Australian novelist and short story writer

D'Arcy Francis Niland (20 October 1917 – 29 March 1967) was an Australian farm labourer, novelist and short story writer. In 1955 he wrote The Shiralee, which gained international recognition in its depictions of the experiences of a swagman and his four-year-old daughter. It was made into a 1957 film, starring Peter Finch, and a 1987 TV mini-series, starring Bryan Brown. Niland married fellow writer Ruth Park (1917–2010) on 11 May 1942 and the couple had five children: Anne (born ca. June 1943), Rory, Patrick and twin daughters, Kilmeny (1950–2009) and Deborah (1950–present). Niland died on 29 March 1967 of a myocardial infarction, aged 49.

==Early life==

D'Arcy Niland was born Darcy Francis Niland on 20 October 1917 in the rural town of Glen Innes, New South Wales. His father Francis Augustus Niland was a cooper and wool classer, and his mother was Barbara Lucy, née Egan. He was the eldest of six children in the Irish-Catholic family. Niland was named by his father after the boxer, Les Darcy (1895–1917), he changed the form of his first name to D'Arcy as an adult. He attended the Sisters of St Joseph of the Sacred Heart school in Glen Innes.

Niland left school at 14 and two years later he briefly worked in Sydney as a copy boy for The Sun newspaper, hoping to become a reporter. His poem "Old Folks' Christmas", was printed in December 1934 and was followed by "My Country" in March 1935 in The Sydney Morning Herald. In December 1935 he wrote an article, "Lore and Legends of the Christmas Tree", for the same newspaper. The Great Depression ended this avenue of employment, however, and for some years he travelled the country, finding work in a wide variety of occupations including as a farm labourer, opal miner, circus hand, potato digger, and shearing shed roustabout.
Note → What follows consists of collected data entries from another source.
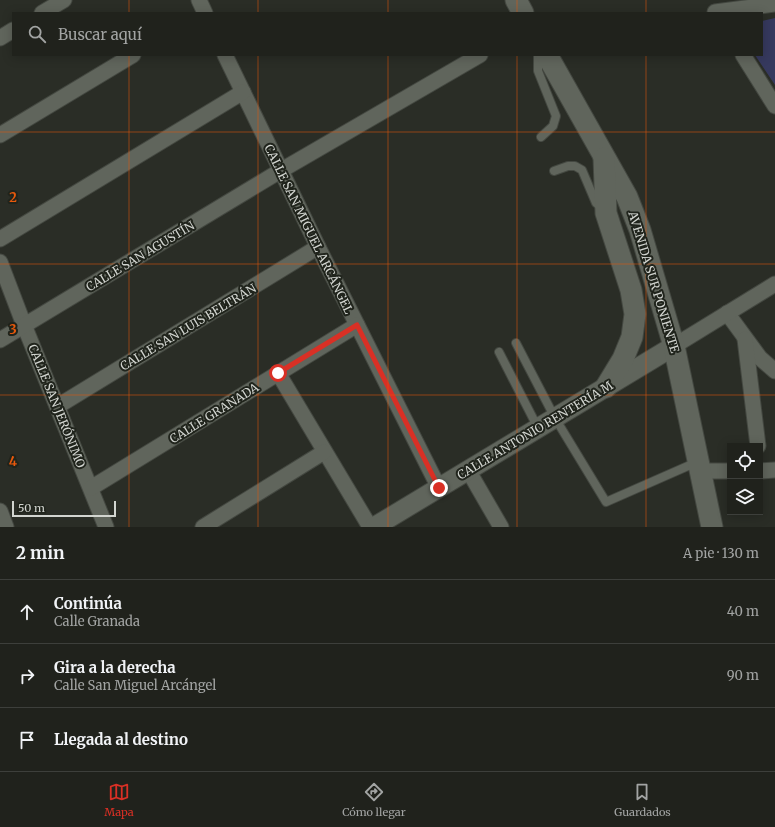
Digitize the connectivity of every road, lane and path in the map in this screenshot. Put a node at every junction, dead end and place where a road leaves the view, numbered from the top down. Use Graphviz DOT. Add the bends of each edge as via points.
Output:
graph roads {
  1 [pos="64,0"];
  2 [pos="516,0"];
  3 [pos="775,4"];
  4 [pos="713,8"];
  5 [pos="44,12"];
  6 [pos="522,12"];
  7 [pos="12,31"];
  8 [pos="0,38"];
  9 [pos="131,56"];
  10 [pos="225,56"];
  11 [pos="478,56"];
  12 [pos="538,56"];
  13 [pos="548,56"];
  14 [pos="744,56"];
  15 [pos="242,92"];
  16 [pos="775,106"];
  17 [pos="0,135"];
  18 [pos="541,138"];
  19 [pos="604,155"];
  20 [pos="280,171"];
  21 [pos="554,171"];
  22 [pos="606,212"];
  23 [pos="0,239"];
  24 [pos="318,248"];
  25 [pos="0,262"];
  26 [pos="775,284"];
  27 [pos="728,313"];
  28 [pos="24,325"];
  29 [pos="357,325"];
  30 [pos="745,339"];
  31 [pos="0,340"];
  32 [pos="516,342"];
  33 [pos="674,346"];
  34 [pos="498,352"];
  35 [pos="775,371"];
  36 [pos="278,373"];
  37 [pos="606,387"];
  38 [pos="58,406"];
  39 [pos="555,418"];
  40 [pos="538,428"];
  41 [pos="758,443"];
  42 [pos="324,452"];
  43 [pos="700,466"];
  44 [pos="468,470"];
  45 [pos="727,470"];
  46 [pos="91,488"];
  47 [pos="439,488"];
  48 [pos="0,511"];
  49 [pos="6,527"];
  50 [pos="106,527"];
  51 [pos="203,527"];
  52 [pos="370,527"];
  53 [pos="374,527"];
  54 [pos="501,527"];
  55 [pos="712,527"];
  1 -- 5 [label="street"];
  2 -- 6 [label="main road"];
  3 -- 4 [label="street"];
  7 -- 8 [label="street"];
  9 -- 17 [label="street"];
  10 -- 15 [label="street, CALLE SAN MIGUEL ARCÁNGEL"];
  11 -- 20 [label="street, CALLE SAN AGUSTÍN"];
  12 -- 18 [label="lane" via="538,71 556,116 553,126"];
  13 -- 19 [label="main road, AVENIDA SUR PONIENTE"];
  14 -- 16 [label="street"];
  15 -- 20 [label="street, CALLE SAN MIGUEL ARCÁNGEL"];
  15 -- 23 [label="street"];
  19 -- 22 [label="main road"];
  19 -- 33 [label="main road, AVENIDA SUR PONIENTE" via="627,197 640,230"];
  20 -- 24 [label="street, CALLE SAN MIGUEL ARCÁNGEL"];
  20 -- 28 [label="street, CALLE SAN AGUSTÍN"];
  21 -- 22 [label="lane" via="568,166 582,170 596,203"];
  22 -- 37 [label="main road" via="631,290 635,314 632,337 623,359"];
  24 -- 29 [label="street, CALLE SAN MIGUEL ARCÁNGEL"];
  24 -- 38 [label="street, CALLE SAN LUIS BELTRÁN"];
  25 -- 28 [label="street, CALLE SAN JERÓNIMO"];
  26 -- 27 [label="street"];
  27 -- 30 [label="street"];
  27 -- 33 [label="street"];
  28 -- 31 [label="street, CALLE SAN AGUSTÍN"];
  28 -- 38 [label="street, CALLE SAN JERÓNIMO"];
  29 -- 36 [label="street, CALLE GRANADA"];
  29 -- 47 [label="street, CALLE SAN MIGUEL ARCÁNGEL"];
  30 -- 35 [label="street" via="760,358"];
  30 -- 41 [label="street"];
  32 -- 39 [label="lane"];
  33 -- 37 [label="street, CALLE ANTONIO RENTERÍA M"];
  33 -- 43 [label="main road, AVENIDA SUR PONIENTE"];
  34 -- 40 [label="lane"];
  36 -- 42 [label="street"];
  36 -- 46 [label="street, CALLE GRANADA"];
  37 -- 39 [label="street, CALLE ANTONIO RENTERÍA M"];
  38 -- 46 [label="street, CALLE SAN JERÓNIMO"];
  39 -- 40 [label="street, CALLE ANTONIO RENTERÍA M"];
  39 -- 43 [label="lane" via="606,502"];
  40 -- 44 [label="street, CALLE ANTONIO RENTERÍA M"];
  42 -- 51 [label="street"];
  42 -- 52 [label="street"];
  43 -- 45 [label="street"];
  43 -- 55 [label="main road, AVENIDA SUR PONIENTE"];
  44 -- 47 [label="street, CALLE ANTONIO RENTERÍA M"];
  44 -- 54 [label="street"];
  46 -- 50 [label="street, CALLE SAN JERÓNIMO"];
  47 -- 53 [label="street, CALLE ANTONIO RENTERÍA M"];
  48 -- 49 [label="street"];
}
In the late 1930s he returned to Sydney where he worked as a railway porter. During World War II, Niland was rejected for military service due to a heart condition – he worked as a shearer under the Manpower Directorate.

On 11 May 1942 Niland married New Zealand-born journalist and fellow author, Rosina Ruth Park. Eventually the couple had five children: Anne (born ca. June 1943), Rory, Patrick and twin daughters, Kilmeny (1950–2009) and Deborah (1950-present). After their wedding, Niland and Park travelled through the Australian outback – he worked as a shearer and she worked as a cook – before settling in Surry Hills in 1943, then a tough working-class suburb of Sydney.

==Career==
Together they earned a living writing full-time and garnering critical praise for their works. By January 1944 both Niland and Park had each written radio scripts for Australian Broadcasting Commission's serial, Children's Session, and collaborated on a Christmas play, The Disappointed Dumpling.

Between 1949 and 1952, Niland won many prizes for his short stories and novels and, three years later, achieved international fame with the novel The Shiralee. This was followed by Call Me When the Cross Turns Over (1957) and four more novels. He also wrote radio and television plays, and hundreds of short stories, some of which were collected and published in four volumes from 1961 to 1966.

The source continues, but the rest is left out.